With Republicans holding the majority in Lansing, lawmakers are taking the opportunity to resurrect the controversial issue of repealing the state’s motorcycle helmet law.
House Bill (HB) 4008 would allow riders 21 or older to ride helmetless if they carry at least $20,000 in personal injury insurance. A second bill, Senate Bill (SB) 291, would eliminate the helmet requirement for riders 21 and older who have passed a safety course or carry a motorcycle endorsement on their license the previous two years.
Similar legislation was introduced in 2006 and 2008, but vetoed by Democratic Gov. Jennifer Granholm.
For four decades, Michigan motorcyclists have been mandated by law to wear helmets. The new legislation pits motorcycle safety advocates against proponents for personal choice.
Mike Helberg, a Waterford resident and seasoned motorcyclist for over a decade, said although he can empathize with the bills’ safety implications, he believes it boils down to personal choice.
“I understand a helmet can be the best way to avoid a head injury, but it also can be a hindrance when it comes to safety — it’s harder to turn your head and restricts vision while wearing a helmet,” he said. “I think the bigger picture is it’s a personal choice.”
Helberg opines that given the economy in the state, repealing the helmet law could boost the tourism industry.
“All the states around us don’t have a helmet law and riders avoid Michigan, so it hurts our tourism business,” he said.
State Sen.

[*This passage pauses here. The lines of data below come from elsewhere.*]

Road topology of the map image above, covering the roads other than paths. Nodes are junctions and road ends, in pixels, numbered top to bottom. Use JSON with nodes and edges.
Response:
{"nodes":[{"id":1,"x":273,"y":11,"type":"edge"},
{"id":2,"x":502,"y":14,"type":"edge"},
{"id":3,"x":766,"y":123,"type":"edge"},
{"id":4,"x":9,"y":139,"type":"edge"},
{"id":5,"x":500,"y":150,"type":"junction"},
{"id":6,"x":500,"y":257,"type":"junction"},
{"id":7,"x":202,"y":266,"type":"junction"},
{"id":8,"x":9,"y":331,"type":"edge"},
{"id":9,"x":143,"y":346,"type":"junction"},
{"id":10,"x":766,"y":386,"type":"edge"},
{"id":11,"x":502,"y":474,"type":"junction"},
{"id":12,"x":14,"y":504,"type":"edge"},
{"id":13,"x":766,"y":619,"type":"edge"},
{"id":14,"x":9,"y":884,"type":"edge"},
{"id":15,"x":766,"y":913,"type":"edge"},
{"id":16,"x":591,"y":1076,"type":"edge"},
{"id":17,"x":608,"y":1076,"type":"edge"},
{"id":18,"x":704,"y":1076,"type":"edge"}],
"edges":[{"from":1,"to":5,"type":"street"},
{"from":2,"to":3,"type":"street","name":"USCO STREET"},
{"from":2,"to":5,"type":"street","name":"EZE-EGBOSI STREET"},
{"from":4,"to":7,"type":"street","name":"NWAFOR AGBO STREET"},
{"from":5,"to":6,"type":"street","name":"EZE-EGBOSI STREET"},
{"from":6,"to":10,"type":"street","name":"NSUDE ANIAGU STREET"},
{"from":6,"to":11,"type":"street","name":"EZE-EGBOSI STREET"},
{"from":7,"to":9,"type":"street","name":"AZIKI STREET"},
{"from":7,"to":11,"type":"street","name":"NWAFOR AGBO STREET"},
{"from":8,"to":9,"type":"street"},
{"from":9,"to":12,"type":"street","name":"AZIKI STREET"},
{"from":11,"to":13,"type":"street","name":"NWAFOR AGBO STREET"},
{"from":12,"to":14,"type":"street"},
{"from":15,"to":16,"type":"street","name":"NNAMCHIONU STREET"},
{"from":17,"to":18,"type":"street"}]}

Mike Kowall (R-Commerce, Milford, Highland, White Lake, West Bloomfield, Orchard Lake, Wixom, Walled Lake, Wolverine Lake) said he supports the new legislation, stating the current law is another case of government over-regulation.
“I hope anyone with common sense would wear a helmet, but I don’t believe the law should be there to force people into wearing one,” Kowall said.
However, according to a new spring poll of state residents conducted by Marketing Research Group, Inc., a majority of poll respondents are opposed to repealing the current law. According to an AAA press release issued in late March, the study reveals 81 percent of state residents believe the current mandatory helmet law should be maintained, with only 16 percent saying Michigan motorcycle riders should not be required to wear a helmet.
“We strongly oppose both bills,” said Jack Peet, AAA Michigan Traffic Safety Manager. “Twenty-thousand dollars in medical coverage would barely touch the amount of medical costs resulting from these types of motorcycle accidents. These proposals will result in increased motorcycle fatalities and injuries and higher costs for all motorists.”
Kowall, a long-time motorcyclist who wears headgear when he rides, said the helmet debate is a long saga with very little substance.
“There hasn’t been any good debate on this,” Kowall said. “A lot of people don’t understand the basis of the law. It may be safer to ride with a helmet but we’ve seen studies where people have sustained broken necks and damage when riding with a helmet.”